__About this task__. List every line below containing "Bernard".

__Records provided__.
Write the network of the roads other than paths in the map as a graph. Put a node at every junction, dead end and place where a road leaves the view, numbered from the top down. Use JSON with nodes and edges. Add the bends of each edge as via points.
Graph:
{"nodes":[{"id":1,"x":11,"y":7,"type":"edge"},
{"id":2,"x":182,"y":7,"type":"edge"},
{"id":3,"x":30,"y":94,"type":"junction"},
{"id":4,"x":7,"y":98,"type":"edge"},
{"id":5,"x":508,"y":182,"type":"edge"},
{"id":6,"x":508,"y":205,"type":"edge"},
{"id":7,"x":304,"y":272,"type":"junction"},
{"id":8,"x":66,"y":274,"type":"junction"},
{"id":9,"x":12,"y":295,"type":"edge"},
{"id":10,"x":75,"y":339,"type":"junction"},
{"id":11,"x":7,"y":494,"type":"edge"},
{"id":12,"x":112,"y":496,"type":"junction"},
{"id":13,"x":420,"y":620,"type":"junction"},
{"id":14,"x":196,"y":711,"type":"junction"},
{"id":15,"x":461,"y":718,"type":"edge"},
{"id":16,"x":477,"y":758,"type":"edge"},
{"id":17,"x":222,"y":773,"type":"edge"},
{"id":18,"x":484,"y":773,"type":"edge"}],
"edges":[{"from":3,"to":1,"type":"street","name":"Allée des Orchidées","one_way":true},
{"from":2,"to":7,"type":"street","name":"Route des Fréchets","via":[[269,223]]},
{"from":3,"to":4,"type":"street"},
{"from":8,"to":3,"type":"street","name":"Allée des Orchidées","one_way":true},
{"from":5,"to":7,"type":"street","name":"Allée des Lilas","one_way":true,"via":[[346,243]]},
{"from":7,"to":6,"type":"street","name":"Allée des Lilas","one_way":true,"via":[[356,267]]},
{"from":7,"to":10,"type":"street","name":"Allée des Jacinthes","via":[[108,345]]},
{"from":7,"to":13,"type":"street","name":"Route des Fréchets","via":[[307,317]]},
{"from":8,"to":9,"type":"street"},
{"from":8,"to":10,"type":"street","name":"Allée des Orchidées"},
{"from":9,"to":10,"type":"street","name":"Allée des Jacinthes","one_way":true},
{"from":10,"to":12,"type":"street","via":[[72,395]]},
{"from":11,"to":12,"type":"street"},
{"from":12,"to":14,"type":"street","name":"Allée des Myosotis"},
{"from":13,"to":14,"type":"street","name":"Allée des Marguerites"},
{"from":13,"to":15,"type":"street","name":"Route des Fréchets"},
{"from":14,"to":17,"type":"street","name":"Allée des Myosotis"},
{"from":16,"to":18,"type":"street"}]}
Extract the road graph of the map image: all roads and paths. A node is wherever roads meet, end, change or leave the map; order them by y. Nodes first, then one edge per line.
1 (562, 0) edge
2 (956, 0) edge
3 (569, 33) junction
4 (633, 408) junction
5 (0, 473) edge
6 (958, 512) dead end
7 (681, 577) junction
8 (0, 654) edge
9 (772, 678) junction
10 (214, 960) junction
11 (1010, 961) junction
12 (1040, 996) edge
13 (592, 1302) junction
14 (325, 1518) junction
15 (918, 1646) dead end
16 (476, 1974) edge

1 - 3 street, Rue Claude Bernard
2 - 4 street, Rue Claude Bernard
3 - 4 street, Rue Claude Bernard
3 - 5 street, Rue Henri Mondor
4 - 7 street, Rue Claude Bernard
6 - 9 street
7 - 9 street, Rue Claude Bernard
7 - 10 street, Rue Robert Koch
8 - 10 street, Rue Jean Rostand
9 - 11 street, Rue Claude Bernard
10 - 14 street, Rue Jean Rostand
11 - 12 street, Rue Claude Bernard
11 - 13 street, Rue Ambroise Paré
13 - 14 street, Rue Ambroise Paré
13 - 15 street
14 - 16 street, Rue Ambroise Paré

__Output of the task__.
1 - 3 street, Rue Claude Bernard
2 - 4 street, Rue Claude Bernard
3 - 4 street, Rue Claude Bernard
4 - 7 street, Rue Claude Bernard
7 - 9 street, Rue Claude Bernard
9 - 11 street, Rue Claude Bernard
11 - 12 street, Rue Claude Bernard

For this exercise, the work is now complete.